From a DNS perspective, api.yourcompany.com appears to be your subdomain. From a browser perspective, it loads content from the attacker's server.


Why This Is Serious

An attacker who controls one of your subdomains can:

  • Serve phishing pages under your brand and domain
  • Steal session cookies if your cookies are scoped to the parent domain
  • Bypass Content Security Policy (since the subdomain is trusted)
  • Send email from your subdomain if SPF/DKIM aren't tightly scoped
  • Achieve XSS attacks against users who trust your domain

Because the subdomain is genuinely under your DNS namespace, browser security signals (HTTPS, domain name) don't protect users. The subdomain looks legitimate.
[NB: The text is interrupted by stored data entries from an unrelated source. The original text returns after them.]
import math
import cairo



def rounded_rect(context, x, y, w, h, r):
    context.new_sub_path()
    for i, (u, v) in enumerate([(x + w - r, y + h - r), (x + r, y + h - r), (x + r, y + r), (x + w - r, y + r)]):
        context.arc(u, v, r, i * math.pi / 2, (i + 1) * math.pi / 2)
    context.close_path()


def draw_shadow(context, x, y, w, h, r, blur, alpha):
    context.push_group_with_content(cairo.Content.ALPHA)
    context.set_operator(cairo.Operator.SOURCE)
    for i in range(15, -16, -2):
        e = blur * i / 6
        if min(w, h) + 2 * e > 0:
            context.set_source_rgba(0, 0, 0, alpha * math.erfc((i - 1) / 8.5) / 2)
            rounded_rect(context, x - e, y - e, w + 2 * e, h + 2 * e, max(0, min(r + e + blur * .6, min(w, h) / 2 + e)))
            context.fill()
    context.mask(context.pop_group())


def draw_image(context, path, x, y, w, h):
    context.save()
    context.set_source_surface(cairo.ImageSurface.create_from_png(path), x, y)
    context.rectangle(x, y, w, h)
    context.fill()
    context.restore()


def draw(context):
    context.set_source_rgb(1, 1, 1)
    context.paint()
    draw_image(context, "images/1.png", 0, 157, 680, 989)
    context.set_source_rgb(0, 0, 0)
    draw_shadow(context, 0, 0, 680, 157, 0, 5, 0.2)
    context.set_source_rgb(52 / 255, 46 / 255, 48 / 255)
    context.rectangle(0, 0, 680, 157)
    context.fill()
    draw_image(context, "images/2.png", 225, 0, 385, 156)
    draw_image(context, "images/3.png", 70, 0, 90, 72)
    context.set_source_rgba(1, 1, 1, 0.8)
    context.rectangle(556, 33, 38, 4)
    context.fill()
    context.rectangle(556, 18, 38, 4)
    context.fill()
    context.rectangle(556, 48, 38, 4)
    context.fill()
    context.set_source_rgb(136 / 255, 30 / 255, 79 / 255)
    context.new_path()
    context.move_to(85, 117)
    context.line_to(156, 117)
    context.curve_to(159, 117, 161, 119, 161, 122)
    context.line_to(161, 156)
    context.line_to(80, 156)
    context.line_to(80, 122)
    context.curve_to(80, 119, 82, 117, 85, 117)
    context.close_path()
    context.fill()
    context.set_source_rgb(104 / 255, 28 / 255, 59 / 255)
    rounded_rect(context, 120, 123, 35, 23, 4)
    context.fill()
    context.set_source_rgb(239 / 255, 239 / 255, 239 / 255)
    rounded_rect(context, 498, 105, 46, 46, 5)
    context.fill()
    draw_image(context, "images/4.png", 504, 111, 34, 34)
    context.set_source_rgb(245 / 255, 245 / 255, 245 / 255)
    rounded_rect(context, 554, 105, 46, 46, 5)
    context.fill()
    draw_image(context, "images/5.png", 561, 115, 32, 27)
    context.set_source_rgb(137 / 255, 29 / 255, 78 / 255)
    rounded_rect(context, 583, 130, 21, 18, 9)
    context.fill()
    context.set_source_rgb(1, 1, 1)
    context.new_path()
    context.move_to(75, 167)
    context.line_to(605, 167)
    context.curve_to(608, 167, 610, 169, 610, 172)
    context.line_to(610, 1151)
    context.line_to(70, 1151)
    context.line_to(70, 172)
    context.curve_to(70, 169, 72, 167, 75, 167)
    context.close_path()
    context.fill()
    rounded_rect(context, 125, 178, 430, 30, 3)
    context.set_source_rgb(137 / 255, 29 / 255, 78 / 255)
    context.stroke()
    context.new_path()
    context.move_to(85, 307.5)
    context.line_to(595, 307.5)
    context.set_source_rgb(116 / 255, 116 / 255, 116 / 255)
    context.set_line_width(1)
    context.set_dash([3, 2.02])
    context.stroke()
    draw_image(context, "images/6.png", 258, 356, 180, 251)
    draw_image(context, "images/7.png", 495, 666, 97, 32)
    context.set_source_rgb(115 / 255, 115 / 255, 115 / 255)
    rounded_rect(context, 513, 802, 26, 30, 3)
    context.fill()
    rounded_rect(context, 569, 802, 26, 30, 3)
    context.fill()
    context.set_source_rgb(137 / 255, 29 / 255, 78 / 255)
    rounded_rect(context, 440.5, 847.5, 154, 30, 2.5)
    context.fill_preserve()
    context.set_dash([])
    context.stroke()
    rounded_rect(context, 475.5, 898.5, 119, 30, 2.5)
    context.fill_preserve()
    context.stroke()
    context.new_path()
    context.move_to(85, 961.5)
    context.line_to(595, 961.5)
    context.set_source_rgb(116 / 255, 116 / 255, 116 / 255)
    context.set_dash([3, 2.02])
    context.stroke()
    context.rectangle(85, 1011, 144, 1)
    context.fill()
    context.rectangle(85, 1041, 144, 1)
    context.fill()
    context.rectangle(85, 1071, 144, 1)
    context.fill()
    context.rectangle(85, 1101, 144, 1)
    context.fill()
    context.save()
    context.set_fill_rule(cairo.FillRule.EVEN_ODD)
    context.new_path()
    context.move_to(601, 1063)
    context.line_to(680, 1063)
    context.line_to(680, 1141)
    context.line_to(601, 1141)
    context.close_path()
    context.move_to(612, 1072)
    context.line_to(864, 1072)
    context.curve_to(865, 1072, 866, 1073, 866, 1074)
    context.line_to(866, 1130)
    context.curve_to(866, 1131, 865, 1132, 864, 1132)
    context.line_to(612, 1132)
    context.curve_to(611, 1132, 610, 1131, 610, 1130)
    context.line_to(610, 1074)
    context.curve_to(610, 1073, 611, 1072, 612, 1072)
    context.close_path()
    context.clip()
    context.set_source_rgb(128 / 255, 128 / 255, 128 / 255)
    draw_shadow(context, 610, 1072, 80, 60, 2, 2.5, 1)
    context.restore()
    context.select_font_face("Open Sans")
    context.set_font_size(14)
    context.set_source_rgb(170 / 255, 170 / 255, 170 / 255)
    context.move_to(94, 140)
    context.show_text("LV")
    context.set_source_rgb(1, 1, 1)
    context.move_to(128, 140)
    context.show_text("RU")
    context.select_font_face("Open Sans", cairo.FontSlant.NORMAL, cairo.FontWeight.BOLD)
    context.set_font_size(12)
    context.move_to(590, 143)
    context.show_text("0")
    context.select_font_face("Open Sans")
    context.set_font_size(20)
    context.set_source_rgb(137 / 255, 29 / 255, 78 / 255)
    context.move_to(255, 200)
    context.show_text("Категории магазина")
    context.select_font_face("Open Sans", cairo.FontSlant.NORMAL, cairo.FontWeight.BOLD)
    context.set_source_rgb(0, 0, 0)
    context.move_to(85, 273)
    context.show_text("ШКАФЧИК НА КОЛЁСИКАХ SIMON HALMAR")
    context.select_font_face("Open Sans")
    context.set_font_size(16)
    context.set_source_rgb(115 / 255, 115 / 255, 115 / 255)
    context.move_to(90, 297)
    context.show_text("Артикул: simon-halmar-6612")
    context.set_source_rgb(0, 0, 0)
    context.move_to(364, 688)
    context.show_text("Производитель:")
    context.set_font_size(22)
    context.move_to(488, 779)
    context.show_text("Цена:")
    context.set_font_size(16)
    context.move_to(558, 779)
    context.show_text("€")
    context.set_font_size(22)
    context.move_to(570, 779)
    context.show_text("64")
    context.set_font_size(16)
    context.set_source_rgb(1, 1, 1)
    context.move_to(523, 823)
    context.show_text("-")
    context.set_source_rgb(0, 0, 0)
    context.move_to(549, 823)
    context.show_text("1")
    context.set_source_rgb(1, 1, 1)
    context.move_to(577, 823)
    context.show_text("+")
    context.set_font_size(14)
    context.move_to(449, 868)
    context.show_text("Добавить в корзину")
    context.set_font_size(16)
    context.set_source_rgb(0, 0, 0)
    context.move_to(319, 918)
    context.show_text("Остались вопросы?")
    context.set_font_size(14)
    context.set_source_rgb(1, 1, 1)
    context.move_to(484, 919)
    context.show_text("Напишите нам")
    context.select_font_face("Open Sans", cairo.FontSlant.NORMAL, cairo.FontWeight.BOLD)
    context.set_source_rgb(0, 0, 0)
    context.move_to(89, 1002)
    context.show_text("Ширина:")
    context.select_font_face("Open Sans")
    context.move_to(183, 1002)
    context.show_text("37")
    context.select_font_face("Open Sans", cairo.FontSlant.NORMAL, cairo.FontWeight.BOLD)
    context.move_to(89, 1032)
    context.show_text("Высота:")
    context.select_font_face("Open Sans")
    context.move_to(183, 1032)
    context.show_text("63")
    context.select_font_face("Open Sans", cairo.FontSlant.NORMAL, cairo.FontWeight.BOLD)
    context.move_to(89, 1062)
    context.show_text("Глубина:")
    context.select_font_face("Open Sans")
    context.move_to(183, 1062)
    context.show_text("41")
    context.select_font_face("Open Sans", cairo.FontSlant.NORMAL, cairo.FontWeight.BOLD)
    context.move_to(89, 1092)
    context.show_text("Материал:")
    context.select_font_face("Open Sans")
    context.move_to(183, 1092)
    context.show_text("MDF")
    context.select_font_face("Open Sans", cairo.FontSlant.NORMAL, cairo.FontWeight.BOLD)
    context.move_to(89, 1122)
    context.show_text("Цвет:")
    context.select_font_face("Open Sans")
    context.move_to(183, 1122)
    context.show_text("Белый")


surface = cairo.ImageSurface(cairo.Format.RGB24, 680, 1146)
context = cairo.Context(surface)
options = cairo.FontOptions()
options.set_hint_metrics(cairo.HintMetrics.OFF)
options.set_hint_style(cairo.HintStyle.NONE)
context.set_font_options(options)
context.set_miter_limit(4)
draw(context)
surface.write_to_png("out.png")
Services Commonly Exploited

Any cloud service that provides a unique hostname you can CNAME to is a potential attack vector when that service is deprovisioned:

  • Heroku — app names on herokuapp.com
  • GitHub Pages — custom domain configurations
  • Netlify, Vercel — deployment subdomains
  • AWS S3 — bucket-based static hosting
  • Azure / AWS services — load balancer and CDN endpoints
  • Shopify, Zendesk, HubSpot — customer subdomain configurations

Detection: DNS Monitoring as Your Early Warning

The key to catching subdomain takeover risk is monitoring your DNS records for changes and auditing for dangling CNAMEs.

What to watch for:

  • CNAME records that resolve to NXDOMAIN (the target doesn't exist)
  • CNAME records pointing to services you've recently decommissioned
  • New subdomains you don't recognise appearing in your DNS

DNS record change monitoring alerts you when any DNS record in your zone changes — including if someone takes over a target and the IP behind a CNAME shifts. See DNS security monitoring for how to interpret DNS change alerts in a security context.


Prevention

1. Audit your DNS records regularly

Review all CNAME records. For each one, verify the target still exists and is still claimed by you. See how to audit your DNS records for security issues.

2. Remove records when you decommission services

When you delete a Heroku app, Netlify site, or AWS resource, remove the corresponding DNS record immediately. Treat DNS cleanup as part of your offboarding checklist for any cloud service.

3. Use DNSSEC where possible

DNSSEC doesn't prevent subdomain takeover directly, but it prevents DNS response spoofing and adds a layer of integrity verification.

4. Monitor for NXDOMAIN CNAMEs

Automated scanning tools can flag CNAMEs that point to non-existent targets. Combine automated scanning with monitoring that alerts on any unexpected DNS changes.